Stored data entries:
== == ==

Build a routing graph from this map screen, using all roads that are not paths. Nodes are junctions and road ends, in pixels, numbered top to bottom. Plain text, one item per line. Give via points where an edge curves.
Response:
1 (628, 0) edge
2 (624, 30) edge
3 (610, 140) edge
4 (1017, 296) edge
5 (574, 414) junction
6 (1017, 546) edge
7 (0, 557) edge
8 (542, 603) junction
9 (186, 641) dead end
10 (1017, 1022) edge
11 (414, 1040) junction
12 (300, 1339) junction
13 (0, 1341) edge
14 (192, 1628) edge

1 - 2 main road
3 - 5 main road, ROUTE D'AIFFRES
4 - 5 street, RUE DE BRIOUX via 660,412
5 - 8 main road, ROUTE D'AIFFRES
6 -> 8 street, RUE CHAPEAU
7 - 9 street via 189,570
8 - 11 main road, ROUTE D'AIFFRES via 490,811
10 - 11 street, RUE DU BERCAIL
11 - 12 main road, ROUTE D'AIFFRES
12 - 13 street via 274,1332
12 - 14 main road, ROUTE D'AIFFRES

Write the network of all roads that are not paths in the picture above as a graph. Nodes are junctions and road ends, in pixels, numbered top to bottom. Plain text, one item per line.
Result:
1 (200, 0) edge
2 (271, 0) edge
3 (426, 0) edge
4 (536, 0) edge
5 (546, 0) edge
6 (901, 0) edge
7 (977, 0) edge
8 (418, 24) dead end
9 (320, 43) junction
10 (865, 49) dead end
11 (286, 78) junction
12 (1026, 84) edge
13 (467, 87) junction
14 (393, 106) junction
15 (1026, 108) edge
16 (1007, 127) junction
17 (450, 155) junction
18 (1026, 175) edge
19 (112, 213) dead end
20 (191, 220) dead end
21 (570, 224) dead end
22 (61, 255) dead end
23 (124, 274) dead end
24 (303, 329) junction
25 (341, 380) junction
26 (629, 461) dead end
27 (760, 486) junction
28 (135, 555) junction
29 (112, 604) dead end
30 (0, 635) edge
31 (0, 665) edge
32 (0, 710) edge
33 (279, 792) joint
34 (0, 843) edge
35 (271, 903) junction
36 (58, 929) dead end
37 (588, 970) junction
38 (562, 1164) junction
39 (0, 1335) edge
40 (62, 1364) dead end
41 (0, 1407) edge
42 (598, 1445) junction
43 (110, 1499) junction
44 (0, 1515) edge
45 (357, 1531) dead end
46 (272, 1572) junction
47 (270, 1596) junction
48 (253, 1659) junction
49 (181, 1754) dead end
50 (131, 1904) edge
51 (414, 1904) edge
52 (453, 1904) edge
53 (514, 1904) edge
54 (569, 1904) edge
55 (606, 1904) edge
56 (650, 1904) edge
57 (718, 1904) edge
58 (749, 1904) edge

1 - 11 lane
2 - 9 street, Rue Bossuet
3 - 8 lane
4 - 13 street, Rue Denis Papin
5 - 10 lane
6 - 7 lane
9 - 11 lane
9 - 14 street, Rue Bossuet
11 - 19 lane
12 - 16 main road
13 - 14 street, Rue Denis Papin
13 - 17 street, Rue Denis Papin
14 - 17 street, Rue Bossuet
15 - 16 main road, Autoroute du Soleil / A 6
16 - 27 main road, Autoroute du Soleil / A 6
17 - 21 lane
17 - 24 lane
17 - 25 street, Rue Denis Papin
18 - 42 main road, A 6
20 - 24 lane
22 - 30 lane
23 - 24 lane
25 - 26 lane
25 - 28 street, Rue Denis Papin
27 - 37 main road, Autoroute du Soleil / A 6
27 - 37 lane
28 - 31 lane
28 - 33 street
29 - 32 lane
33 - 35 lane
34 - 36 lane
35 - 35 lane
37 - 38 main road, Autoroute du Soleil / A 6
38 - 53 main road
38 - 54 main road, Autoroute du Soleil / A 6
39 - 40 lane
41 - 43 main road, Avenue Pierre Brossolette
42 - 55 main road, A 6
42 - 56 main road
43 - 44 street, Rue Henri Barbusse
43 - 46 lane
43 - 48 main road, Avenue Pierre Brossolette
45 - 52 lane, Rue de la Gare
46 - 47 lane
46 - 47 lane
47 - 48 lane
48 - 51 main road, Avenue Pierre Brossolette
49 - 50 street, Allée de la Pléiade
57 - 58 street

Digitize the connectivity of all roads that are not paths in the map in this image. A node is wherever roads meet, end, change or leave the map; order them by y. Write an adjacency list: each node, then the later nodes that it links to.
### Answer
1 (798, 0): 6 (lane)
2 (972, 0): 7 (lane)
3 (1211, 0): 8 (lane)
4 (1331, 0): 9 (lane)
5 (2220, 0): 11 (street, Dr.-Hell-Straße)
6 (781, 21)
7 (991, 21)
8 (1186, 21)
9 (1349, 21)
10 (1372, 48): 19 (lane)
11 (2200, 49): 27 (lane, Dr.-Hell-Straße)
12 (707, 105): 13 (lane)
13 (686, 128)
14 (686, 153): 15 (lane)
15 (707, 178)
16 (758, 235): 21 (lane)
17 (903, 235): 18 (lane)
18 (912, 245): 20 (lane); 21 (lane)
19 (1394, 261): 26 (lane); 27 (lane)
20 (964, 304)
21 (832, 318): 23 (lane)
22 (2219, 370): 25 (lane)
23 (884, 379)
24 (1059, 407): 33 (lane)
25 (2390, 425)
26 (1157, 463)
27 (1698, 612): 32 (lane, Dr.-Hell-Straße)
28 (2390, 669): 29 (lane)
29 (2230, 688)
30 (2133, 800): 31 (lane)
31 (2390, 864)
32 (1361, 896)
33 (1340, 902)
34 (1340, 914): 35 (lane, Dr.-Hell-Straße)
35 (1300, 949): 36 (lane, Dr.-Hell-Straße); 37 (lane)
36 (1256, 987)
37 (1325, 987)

== == ==

## Work to be completed
Scan the data above; copy every line where "Hell" appears.

## Expected answer
5 (2220, 0): 11 (street, Dr.-Hell-Straße)
11 (2200, 49): 27 (lane, Dr.-Hell-Straße)
27 (1698, 612): 32 (lane, Dr.-Hell-Straße)
34 (1340, 914): 35 (lane, Dr.-Hell-Straße)
35 (1300, 949): 36 (lane, Dr.-Hell-Straße); 37 (lane)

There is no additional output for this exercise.